Council weighs landfill fee

The city of Superior has a solution to the municipal landfill financial woes without privatizing collection service or the landfill. But city officials acknowledge that solution isn't going to be popular, even though the cost is less than the pri...

Seagulls fly over garbage at the city landfill on Moccasin Mike Road Thursday. The Superior City Council on Tuesday will discuss a possible fee to cover the cost of the landfill and eliminate the need to privatize. (Jed Carlson/

The city of Superior has a solution to the municipal landfill financial woes without privatizing collection service or the landfill.

But city officials acknowledge that solution isn’t going to be popular, even though the cost is less than the price of privatization.

Tuesday, the Superior City Council weighs creating a $9.75 per month fee to cover the cost of collecting trash and maintaining the landfill.

With the new fee structure, the city would be able to maintain the services people are receiving today without affecting other city services. Services would include picking up more than one can, maintaining can size, and popular services like the free landfill day, brush pickup and spring cleanup, and hazardous waste disposal, said Public Works Director Todd Janigo.

After seeking proposals for the sale of the landfill and collection service, the city received only two bids, said Mayor Bruce Hagen. SKB out of the Twin Cities and Waste Management submitted the proposals.
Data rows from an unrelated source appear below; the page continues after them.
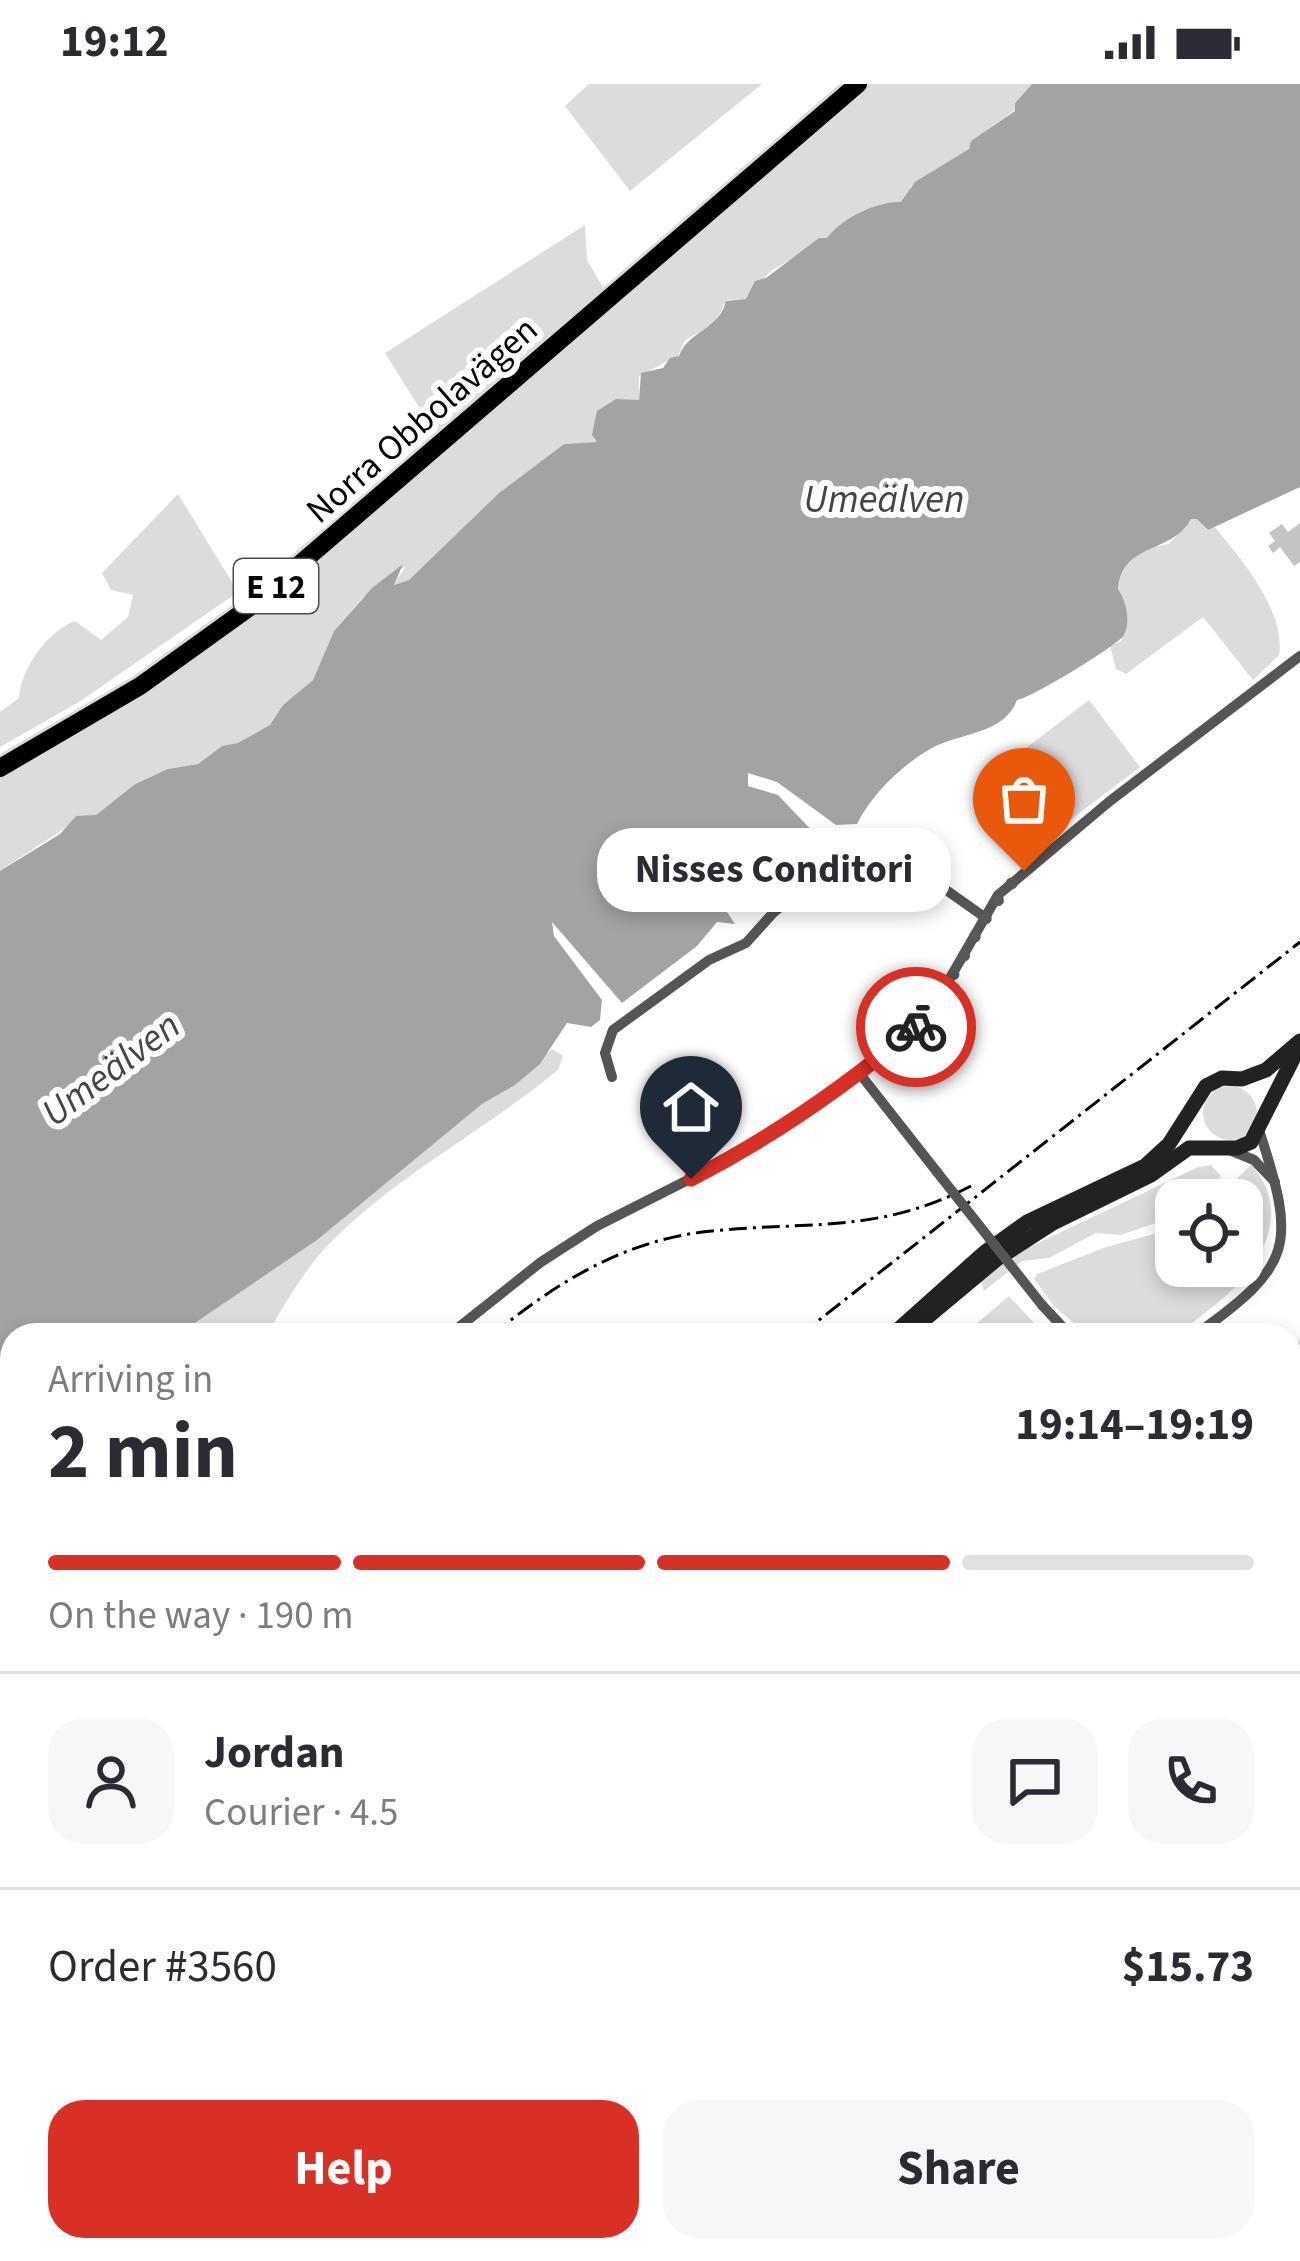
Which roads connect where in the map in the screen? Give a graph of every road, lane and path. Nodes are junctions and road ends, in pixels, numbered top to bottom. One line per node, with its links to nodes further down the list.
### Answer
1 (858, 84): 3 (highway, Norra Obbolavägen / E 12)
2 (1300, 656): 4 (street)
3 (0, 768)
4 (983, 916): 6 (street); 7 (street)
5 (1300, 1043): 8 (main road); 10 (main road)
6 (860, 1074): 13 (street); 16 (street, bridge)
7 (612, 1077)
8 (1242, 1079): 9 (main road); 10 (main road)
9 (1194, 1106): 11 (main road); 14 (main road)
10 (1262, 1125): 11 (main road); 12 (street)
11 (1221, 1147): 12 (street); 15 (main road)
12 (1277, 1184): 17 (street)
13 (464, 1323)
14 (905, 1323)
15 (920, 1323)
16 (1059, 1323)
17 (1213, 1323)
SKB’s proposal would have allowed a potential purchase after a few years of operation and was rejected because it put the city at substantial risk, said Mayor Bruce Hagen.

While the proposal from Waste Management is one of the scenarios the Council could consider, the cost of service would be higher, at $11.25 per can, and the additional services the city provides would no longer be available.

Hagen said while Waste Management is an impressive company, it’s a more costly solution, one that the city would have no control over the cost.

"I think they could offer a very good service, but I think we can provide the service at a lower cost," said Jean Vito, senior administrative officer and finance director.

"We chose to maintain our current garbage service for a multitude of reasons," Hagen said. He said it’s less expensive, the city can control the rates and people of Superior appreciate the quality of service provided by the city.

While the Council had considered a $20 fee two years ago, three things have lowered that proposed cost, Vito said. She said that original projection included projected costs for a landfill expansion, didn’t include the recycling fee implemented last year, and didn’t take into account a potential extension of the city’s contract with Western Lake Superior Sanitary District, which covers a significant portion of the cost of maintaining the landfill.

The city plans to operate the landfill until available airspace is used up in 2022, when the landfill would close. The city is no longer considering an expansion, which could cost more than $4 million to get the necessary permits and wetland mitigation, before construction begins, Janigo said.

Two years ago, state legislation prohibited the city from implementing the garbage fee because the city would have been required to reduce its levy by an equal amount. The legislation singled out Superior, which owns one of two municipal-owned landfills in the state, and the only one that didn’t charge a fee for service. That legislation has since changed to allow the city to implement a fee.


"I will not support any additional subsidies from the general fund because it’s going to cost bodies and services to pack garbage," Hagen said.

Vito said the city has come to this over the course of many years, with restrictions on the city’s tax levy and declining shared revenue. She said before that, the city could afford the transfer to the landfill, between $850,000 and $1 million annually, but that is no longer possible without getting the money from other departments.

"In 2014, 2015, it became a competition (for funding) between police, fire, public works," Vito said.

The landfill could experience a cash deficit as early as next year if nothing is done, and overall city finances could be facing structural deficits as early as 2018 if there is no change in the city’s ability to raise revenue.

"It wasn’t so much an expense problem with the landfill; it was a funding problem," Vito said.

"I will not support the landfill at the cost of other city services," Hagen said. "If that’s the wish of the Council, I would have to veto that."

If approved, the new charge would be included in the quarterly bill for sewer, stormwater and recycling.

The Council considers the new fee at 6:30 p.m. Tuesday in Room 201 of the Government Center.